Just so that we are clear up front, There are not dumb questions. Well, maybe there are, but I rarely see them if they are. I have certainly asked questions that make me feel dumb.... But, I often find that when I ask a 'dumb' question, many others say "hey, I wanted to know that too." I failed to ask a dumb question once and received a flying piece of plywood in the gut as a reward for being dumb enough not to ask.
I would use the term "hollow grind" and you are correct, it would NOT leave a flat bevel. The part that must be flat is the back. You cannot flatten the back on a grinding wheel of which I am aware. I prefer water stones for this, or, diamond plates if things are really bad. I am working on some chisels that are in really bad shape, so, I will use a bench grinder to grind back the edge to get past the "bad parts".
The biggest danger with a standard bench grinder is that you might over-heat the edge and remove the temper (bad, very bad idea). I have a slow speed bench grinder, which can still easily over-heat the blade.
The nice thing about the hollow grind on the bevel is that it makes it easier to hand sharpen without a guide. These sharpenings are then faster because you do not need to work on the entire bevel. I suspect that people that do not hollow grind usually use a micro bevel (do you know this term?).

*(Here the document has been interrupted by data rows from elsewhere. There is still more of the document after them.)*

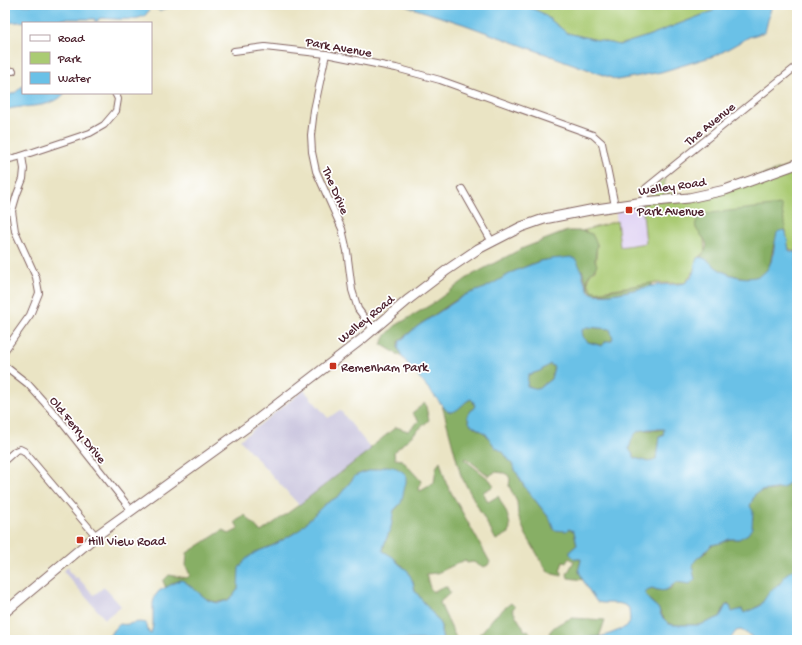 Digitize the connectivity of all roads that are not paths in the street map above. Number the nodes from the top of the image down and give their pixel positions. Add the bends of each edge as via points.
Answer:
1 (234, 51) dead end
2 (326, 54) junction
3 (797, 66) edge
4 (5, 70) edge
5 (13, 71) dead end
6 (115, 94) edge
7 (22, 156) junction
8 (5, 160) edge
9 (797, 164) edge
10 (462, 189) dead end
11 (644, 202) junction
12 (615, 206) junction
13 (492, 242) junction
14 (373, 329) junction
15 (5, 350) edge
16 (5, 366) edge
17 (5, 460) edge
18 (132, 511) junction
19 (96, 536) junction
20 (5, 612) edge

1 - 2 street, Park Avenue via 265,46
2 - 12 street, Park Avenue via 440,80 593,135 602,143
2 - 14 street, The Drive via 314,110 312,152 316,171 342,230 352,290 358,309
3 - 11 street, The Avenue via 646,188
4 - 5 street
6 - 7 street via 118,100 116,111 104,125 90,133
7 - 8 street
7 - 15 street via 23,179 12,211 15,231 36,277 39,293 30,315
9 - 11 main road, Welley Road via 718,191 689,198
10 - 13 street
11 - 12 main road, Welley Road
12 - 13 main road, Welley Road via 544,219
13 - 14 main road, Welley Road via 447,270
14 - 18 main road, Welley Road via 254,422
16 - 18 street, Old Ferry Drive via 28,384 60,420
17 - 19 street via 15,451 24,451
18 - 19 main road, Welley Road
19 - 20 main road, Welley Road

Too bad you don't live closer, I would say grab them all and bring them over and we can have a sharpening party. So, the real question is.... Where do you want to start? Do you want to start with:
- Water stones
- oil Stones
- Arkansas Stones (is that the correct term)
- Sand Paper
- Diamond Plates
- Diamond paste on some medium (MDF, a plate, hard wood)
I assume that with the primary bevel being generally set already, you do not need to use the bench grinder on it at all.
The process is the same for all of them. Flatten the back first, then work on the bevel.